▶ Entries shown

BEGIN

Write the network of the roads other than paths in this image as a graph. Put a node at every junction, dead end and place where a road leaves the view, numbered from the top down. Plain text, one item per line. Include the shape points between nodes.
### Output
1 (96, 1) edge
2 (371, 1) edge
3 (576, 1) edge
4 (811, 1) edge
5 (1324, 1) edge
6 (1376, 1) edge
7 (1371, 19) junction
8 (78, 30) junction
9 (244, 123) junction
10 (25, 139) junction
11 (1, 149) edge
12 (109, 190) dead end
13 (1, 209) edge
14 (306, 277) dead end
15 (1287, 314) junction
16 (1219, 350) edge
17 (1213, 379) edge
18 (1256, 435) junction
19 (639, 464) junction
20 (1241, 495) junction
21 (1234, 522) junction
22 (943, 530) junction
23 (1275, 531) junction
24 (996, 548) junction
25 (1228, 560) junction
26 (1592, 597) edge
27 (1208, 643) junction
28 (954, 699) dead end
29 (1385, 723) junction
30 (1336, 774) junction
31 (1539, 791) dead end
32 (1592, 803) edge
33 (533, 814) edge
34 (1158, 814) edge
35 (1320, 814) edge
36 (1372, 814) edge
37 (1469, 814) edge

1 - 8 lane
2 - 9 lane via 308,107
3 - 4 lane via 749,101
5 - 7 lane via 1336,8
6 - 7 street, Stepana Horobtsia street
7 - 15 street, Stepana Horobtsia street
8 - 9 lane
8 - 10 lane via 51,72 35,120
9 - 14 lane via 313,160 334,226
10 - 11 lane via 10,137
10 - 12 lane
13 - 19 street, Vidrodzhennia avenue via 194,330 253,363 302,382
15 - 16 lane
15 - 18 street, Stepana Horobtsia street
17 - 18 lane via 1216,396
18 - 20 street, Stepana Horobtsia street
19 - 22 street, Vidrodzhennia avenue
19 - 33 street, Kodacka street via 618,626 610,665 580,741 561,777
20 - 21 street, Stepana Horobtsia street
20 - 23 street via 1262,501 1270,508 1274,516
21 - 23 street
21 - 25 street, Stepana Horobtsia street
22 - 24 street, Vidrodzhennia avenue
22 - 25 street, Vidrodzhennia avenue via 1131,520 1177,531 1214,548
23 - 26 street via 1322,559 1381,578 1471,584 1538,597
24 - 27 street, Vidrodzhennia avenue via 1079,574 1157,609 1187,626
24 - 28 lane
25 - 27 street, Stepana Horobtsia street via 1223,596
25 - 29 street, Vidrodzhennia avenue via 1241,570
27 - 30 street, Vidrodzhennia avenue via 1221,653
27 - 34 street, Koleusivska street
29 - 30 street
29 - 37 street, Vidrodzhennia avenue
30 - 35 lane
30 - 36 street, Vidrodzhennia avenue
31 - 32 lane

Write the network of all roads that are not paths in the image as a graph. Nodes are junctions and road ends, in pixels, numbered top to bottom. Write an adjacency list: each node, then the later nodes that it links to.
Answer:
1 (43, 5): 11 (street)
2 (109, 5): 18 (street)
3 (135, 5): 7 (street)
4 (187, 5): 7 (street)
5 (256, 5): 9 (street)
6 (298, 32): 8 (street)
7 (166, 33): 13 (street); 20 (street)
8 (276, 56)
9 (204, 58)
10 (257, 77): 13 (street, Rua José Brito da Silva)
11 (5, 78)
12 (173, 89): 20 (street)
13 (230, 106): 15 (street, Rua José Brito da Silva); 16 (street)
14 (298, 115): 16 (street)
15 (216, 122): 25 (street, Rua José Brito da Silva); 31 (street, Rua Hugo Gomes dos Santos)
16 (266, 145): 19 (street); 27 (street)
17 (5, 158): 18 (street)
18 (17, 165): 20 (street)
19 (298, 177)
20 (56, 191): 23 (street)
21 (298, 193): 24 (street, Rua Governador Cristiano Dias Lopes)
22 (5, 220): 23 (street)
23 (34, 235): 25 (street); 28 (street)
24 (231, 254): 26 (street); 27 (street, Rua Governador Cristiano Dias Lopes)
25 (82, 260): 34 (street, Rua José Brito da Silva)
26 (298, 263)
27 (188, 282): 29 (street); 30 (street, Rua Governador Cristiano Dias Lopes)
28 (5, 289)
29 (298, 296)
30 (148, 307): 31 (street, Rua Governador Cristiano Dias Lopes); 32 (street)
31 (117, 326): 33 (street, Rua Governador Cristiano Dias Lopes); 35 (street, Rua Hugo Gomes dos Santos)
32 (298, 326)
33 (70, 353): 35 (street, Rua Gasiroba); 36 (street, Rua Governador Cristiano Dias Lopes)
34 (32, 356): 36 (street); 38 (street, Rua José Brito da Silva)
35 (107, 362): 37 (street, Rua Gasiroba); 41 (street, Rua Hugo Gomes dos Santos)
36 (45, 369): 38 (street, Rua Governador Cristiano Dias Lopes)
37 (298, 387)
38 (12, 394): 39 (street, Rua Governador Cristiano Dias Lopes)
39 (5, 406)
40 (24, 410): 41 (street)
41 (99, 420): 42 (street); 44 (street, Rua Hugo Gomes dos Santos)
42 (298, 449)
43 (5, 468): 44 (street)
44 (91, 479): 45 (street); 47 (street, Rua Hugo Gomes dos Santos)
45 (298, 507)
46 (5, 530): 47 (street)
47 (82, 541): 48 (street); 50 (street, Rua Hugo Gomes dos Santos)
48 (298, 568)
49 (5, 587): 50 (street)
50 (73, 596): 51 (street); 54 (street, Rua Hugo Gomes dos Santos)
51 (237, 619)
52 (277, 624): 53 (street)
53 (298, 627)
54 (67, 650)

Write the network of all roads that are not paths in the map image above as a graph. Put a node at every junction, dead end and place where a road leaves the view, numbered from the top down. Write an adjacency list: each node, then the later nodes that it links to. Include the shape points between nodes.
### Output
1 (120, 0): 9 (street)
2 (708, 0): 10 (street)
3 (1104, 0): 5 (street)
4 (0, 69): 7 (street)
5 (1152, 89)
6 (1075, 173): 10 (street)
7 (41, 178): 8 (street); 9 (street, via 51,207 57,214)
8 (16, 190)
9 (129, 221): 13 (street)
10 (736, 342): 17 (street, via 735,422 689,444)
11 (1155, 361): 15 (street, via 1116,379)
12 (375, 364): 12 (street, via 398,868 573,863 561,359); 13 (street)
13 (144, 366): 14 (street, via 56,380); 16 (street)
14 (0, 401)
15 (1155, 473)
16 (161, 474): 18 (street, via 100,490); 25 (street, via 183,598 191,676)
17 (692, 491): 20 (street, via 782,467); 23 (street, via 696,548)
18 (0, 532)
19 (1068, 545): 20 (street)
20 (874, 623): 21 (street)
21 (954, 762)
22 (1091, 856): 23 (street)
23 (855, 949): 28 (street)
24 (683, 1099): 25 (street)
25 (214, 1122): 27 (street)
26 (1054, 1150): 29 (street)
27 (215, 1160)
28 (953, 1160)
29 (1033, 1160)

END

▶ Task brief
Write each record out again exactly.

▶ Finished task
Write the network of the roads other than paths in this image as a graph. Put a node at every junction, dead end and place where a road leaves the view, numbered from the top down. Plain text, one item per line. Include the shape points between nodes.
### Output
1 (96, 1) edge
2 (371, 1) edge
3 (576, 1) edge
4 (811, 1) edge
5 (1324, 1) edge
6 (1376, 1) edge
7 (1371, 19) junction
8 (78, 30) junction
9 (244, 123) junction
10 (25, 139) junction
11 (1, 149) edge
12 (109, 190) dead end
13 (1, 209) edge
14 (306, 277) dead end
15 (1287, 314) junction
16 (1219, 350) edge
17 (1213, 379) edge
18 (1256, 435) junction
19 (639, 464) junction
20 (1241, 495) junction
21 (1234, 522) junction
22 (943, 530) junction
23 (1275, 531) junction
24 (996, 548) junction
25 (1228, 560) junction
26 (1592, 597) edge
27 (1208, 643) junction
28 (954, 699) dead end
29 (1385, 723) junction
30 (1336, 774) junction
31 (1539, 791) dead end
32 (1592, 803) edge
33 (533, 814) edge
34 (1158, 814) edge
35 (1320, 814) edge
36 (1372, 814) edge
37 (1469, 814) edge

1 - 8 lane
2 - 9 lane via 308,107
3 - 4 lane via 749,101
5 - 7 lane via 1336,8
6 - 7 street, Stepana Horobtsia street
7 - 15 street, Stepana Horobtsia street
8 - 9 lane
8 - 10 lane via 51,72 35,120
9 - 14 lane via 313,160 334,226
10 - 11 lane via 10,137
10 - 12 lane
13 - 19 street, Vidrodzhennia avenue via 194,330 253,363 302,382
15 - 16 lane
15 - 18 street, Stepana Horobtsia street
17 - 18 lane via 1216,396
18 - 20 street, Stepana Horobtsia street
19 - 22 street, Vidrodzhennia avenue
19 - 33 street, Kodacka street via 618,626 610,665 580,741 561,777
20 - 21 street, Stepana Horobtsia street
20 - 23 street via 1262,501 1270,508 1274,516
21 - 23 street
21 - 25 street, Stepana Horobtsia street
22 - 24 street, Vidrodzhennia avenue
22 - 25 street, Vidrodzhennia avenue via 1131,520 1177,531 1214,548
23 - 26 street via 1322,559 1381,578 1471,584 1538,597
24 - 27 street, Vidrodzhennia avenue via 1079,574 1157,609 1187,626
24 - 28 lane
25 - 27 street, Stepana Horobtsia street via 1223,596
25 - 29 street, Vidrodzhennia avenue via 1241,570
27 - 30 street, Vidrodzhennia avenue via 1221,653
27 - 34 street, Koleusivska street
29 - 30 street
29 - 37 street, Vidrodzhennia avenue
30 - 35 lane
30 - 36 street, Vidrodzhennia avenue
31 - 32 lane

Write the network of all roads that are not paths in the image as a graph. Nodes are junctions and road ends, in pixels, numbered top to bottom. Write an adjacency list: each node, then the later nodes that it links to.
Answer:
1 (43, 5): 11 (street)
2 (109, 5): 18 (street)
3 (135, 5): 7 (street)
4 (187, 5): 7 (street)
5 (256, 5): 9 (street)
6 (298, 32): 8 (street)
7 (166, 33): 13 (street); 20 (street)
8 (276, 56)
9 (204, 58)
10 (257, 77): 13 (street, Rua José Brito da Silva)
11 (5, 78)
12 (173, 89): 20 (street)
13 (230, 106): 15 (street, Rua José Brito da Silva); 16 (street)
14 (298, 115): 16 (street)
15 (216, 122): 25 (street, Rua José Brito da Silva); 31 (street, Rua Hugo Gomes dos Santos)
16 (266, 145): 19 (street); 27 (street)
17 (5, 158): 18 (street)
18 (17, 165): 20 (street)
19 (298, 177)
20 (56, 191): 23 (street)
21 (298, 193): 24 (street, Rua Governador Cristiano Dias Lopes)
22 (5, 220): 23 (street)
23 (34, 235): 25 (street); 28 (street)
24 (231, 254): 26 (street); 27 (street, Rua Governador Cristiano Dias Lopes)
25 (82, 260): 34 (street, Rua José Brito da Silva)
26 (298, 263)
27 (188, 282): 29 (street); 30 (street, Rua Governador Cristiano Dias Lopes)
28 (5, 289)
29 (298, 296)
30 (148, 307): 31 (street, Rua Governador Cristiano Dias Lopes); 32 (street)
31 (117, 326): 33 (street, Rua Governador Cristiano Dias Lopes); 35 (street, Rua Hugo Gomes dos Santos)
32 (298, 326)
33 (70, 353): 35 (street, Rua Gasiroba); 36 (street, Rua Governador Cristiano Dias Lopes)
34 (32, 356): 36 (street); 38 (street, Rua José Brito da Silva)
35 (107, 362): 37 (street, Rua Gasiroba); 41 (street, Rua Hugo Gomes dos Santos)
36 (45, 369): 38 (street, Rua Governador Cristiano Dias Lopes)
37 (298, 387)
38 (12, 394): 39 (street, Rua Governador Cristiano Dias Lopes)
39 (5, 406)
40 (24, 410): 41 (street)
41 (99, 420): 42 (street); 44 (street, Rua Hugo Gomes dos Santos)
42 (298, 449)
43 (5, 468): 44 (street)
44 (91, 479): 45 (street); 47 (street, Rua Hugo Gomes dos Santos)
45 (298, 507)
46 (5, 530): 47 (street)
47 (82, 541): 48 (street); 50 (street, Rua Hugo Gomes dos Santos)
48 (298, 568)
49 (5, 587): 50 (street)
50 (73, 596): 51 (street); 54 (street, Rua Hugo Gomes dos Santos)
51 (237, 619)
52 (277, 624): 53 (street)
53 (298, 627)
54 (67, 650)

Write the network of all roads that are not paths in the map image above as a graph. Put a node at every junction, dead end and place where a road leaves the view, numbered from the top down. Write an adjacency list: each node, then the later nodes that it links to. Include the shape points between nodes.
### Output
1 (120, 0): 9 (street)
2 (708, 0): 10 (street)
3 (1104, 0): 5 (street)
4 (0, 69): 7 (street)
5 (1152, 89)
6 (1075, 173): 10 (street)
7 (41, 178): 8 (street); 9 (street, via 51,207 57,214)
8 (16, 190)
9 (129, 221): 13 (street)
10 (736, 342): 17 (street, via 735,422 689,444)
11 (1155, 361): 15 (street, via 1116,379)
12 (375, 364): 12 (street, via 398,868 573,863 561,359); 13 (street)
13 (144, 366): 14 (street, via 56,380); 16 (street)
14 (0, 401)
15 (1155, 473)
16 (161, 474): 18 (street, via 100,490); 25 (street, via 183,598 191,676)
17 (692, 491): 20 (street, via 782,467); 23 (street, via 696,548)
18 (0, 532)
19 (1068, 545): 20 (street)
20 (874, 623): 21 (street)
21 (954, 762)
22 (1091, 856): 23 (street)
23 (855, 949): 28 (street)
24 (683, 1099): 25 (street)
25 (214, 1122): 27 (street)
26 (1054, 1150): 29 (street)
27 (215, 1160)
28 (953, 1160)
29 (1033, 1160)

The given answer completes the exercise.